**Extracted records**
***
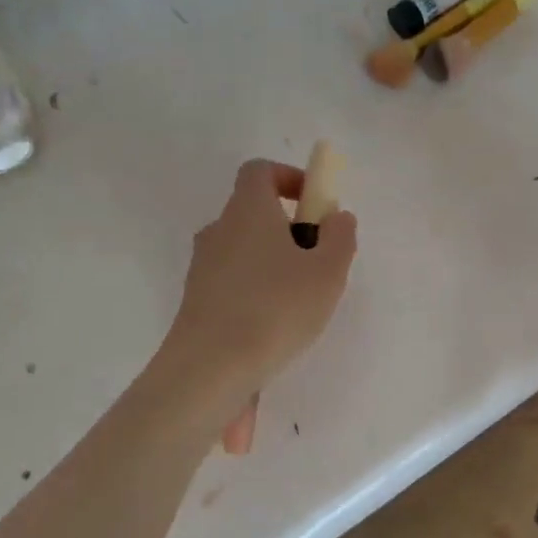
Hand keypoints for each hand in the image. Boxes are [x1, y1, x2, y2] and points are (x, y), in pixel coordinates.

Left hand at [163, 160, 357, 411]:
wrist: (211, 367)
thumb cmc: (277, 308)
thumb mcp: (328, 272)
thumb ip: (340, 237)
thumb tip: (337, 216)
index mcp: (248, 210)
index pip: (260, 171)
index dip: (289, 178)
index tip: (315, 205)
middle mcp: (219, 230)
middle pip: (254, 214)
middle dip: (289, 230)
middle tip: (319, 263)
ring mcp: (202, 267)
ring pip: (245, 252)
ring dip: (274, 265)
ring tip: (302, 304)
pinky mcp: (197, 301)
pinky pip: (234, 285)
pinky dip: (256, 294)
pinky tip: (275, 329)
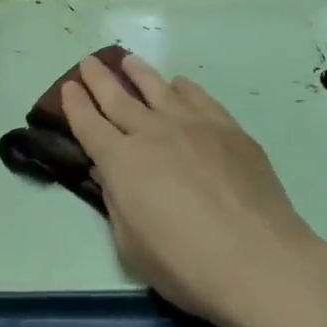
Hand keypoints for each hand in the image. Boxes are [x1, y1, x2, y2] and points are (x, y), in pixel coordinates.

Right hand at [61, 53, 326, 326]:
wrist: (258, 260)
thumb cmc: (185, 265)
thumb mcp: (131, 245)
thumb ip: (117, 202)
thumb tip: (109, 172)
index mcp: (122, 162)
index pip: (89, 125)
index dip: (75, 105)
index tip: (68, 87)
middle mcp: (154, 133)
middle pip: (119, 98)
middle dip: (99, 79)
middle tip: (88, 62)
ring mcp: (194, 126)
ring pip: (159, 89)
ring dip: (139, 73)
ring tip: (128, 61)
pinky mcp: (229, 130)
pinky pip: (200, 98)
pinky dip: (184, 88)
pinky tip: (180, 84)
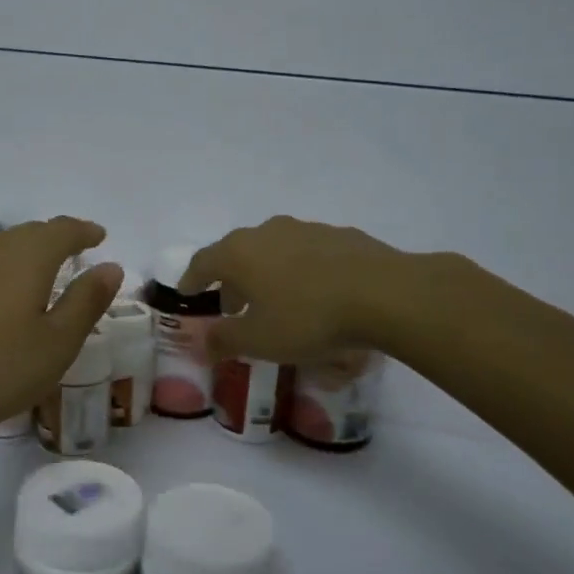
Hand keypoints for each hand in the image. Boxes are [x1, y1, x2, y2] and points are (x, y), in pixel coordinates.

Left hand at [0, 217, 122, 436]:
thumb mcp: (56, 344)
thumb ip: (86, 301)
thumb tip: (111, 266)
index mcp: (26, 259)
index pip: (62, 230)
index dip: (83, 231)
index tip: (98, 236)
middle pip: (26, 234)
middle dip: (52, 239)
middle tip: (69, 254)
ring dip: (16, 255)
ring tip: (28, 275)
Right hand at [180, 216, 407, 363]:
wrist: (385, 294)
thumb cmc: (308, 317)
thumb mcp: (259, 340)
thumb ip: (224, 341)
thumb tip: (201, 344)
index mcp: (239, 252)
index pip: (202, 262)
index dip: (191, 281)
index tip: (188, 295)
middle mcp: (268, 231)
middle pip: (238, 254)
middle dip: (232, 281)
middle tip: (233, 308)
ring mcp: (307, 229)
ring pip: (274, 251)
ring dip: (267, 275)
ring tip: (276, 304)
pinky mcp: (341, 235)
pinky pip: (308, 254)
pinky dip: (300, 272)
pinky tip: (316, 295)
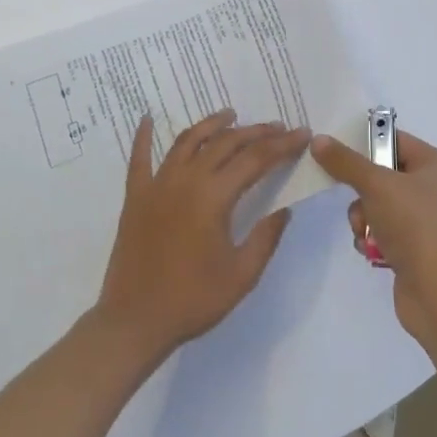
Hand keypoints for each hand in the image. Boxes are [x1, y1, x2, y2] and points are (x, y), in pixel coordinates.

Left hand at [94, 110, 309, 357]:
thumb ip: (266, 237)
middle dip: (255, 132)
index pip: (256, 159)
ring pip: (188, 141)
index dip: (282, 145)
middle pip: (225, 143)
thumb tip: (285, 209)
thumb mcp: (242, 275)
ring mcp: (157, 184)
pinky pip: (139, 158)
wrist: (135, 321)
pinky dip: (143, 136)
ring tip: (230, 114)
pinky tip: (148, 118)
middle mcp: (185, 179)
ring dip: (212, 124)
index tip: (301, 134)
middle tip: (277, 127)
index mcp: (214, 197)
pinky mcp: (135, 196)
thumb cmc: (193, 300)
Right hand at [311, 129, 436, 349]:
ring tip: (365, 232)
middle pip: (381, 174)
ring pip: (376, 204)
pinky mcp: (414, 247)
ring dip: (363, 218)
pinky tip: (372, 250)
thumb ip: (345, 162)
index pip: (394, 139)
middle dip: (361, 191)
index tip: (337, 151)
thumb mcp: (376, 185)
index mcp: (436, 165)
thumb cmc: (414, 226)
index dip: (366, 143)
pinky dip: (371, 238)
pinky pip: (381, 230)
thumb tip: (318, 140)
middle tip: (357, 200)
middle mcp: (434, 188)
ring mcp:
***
**Exercise objective**
What do the lines from the one with "pinky mcp: (414, 247)" through the last line of the entries say? Print them word for word, both ends included, and nothing else.

**Answer box**
pinky mcp: (414, 247)
ring dip: (363, 218)
pinky tip: (372, 250)
thumb ip: (345, 162)
index pip: (394, 139)
middle dip: (361, 191)
index tip: (337, 151)
thumb mcp: (376, 185)
index mcp: (436, 165)
thumb cmc: (414, 226)
index dip: (366, 143)
pinky dip: (371, 238)
pinky pip: (381, 230)
thumb tip: (318, 140)
middle tip: (357, 200)
middle mcp: (434, 188)
ring mcp:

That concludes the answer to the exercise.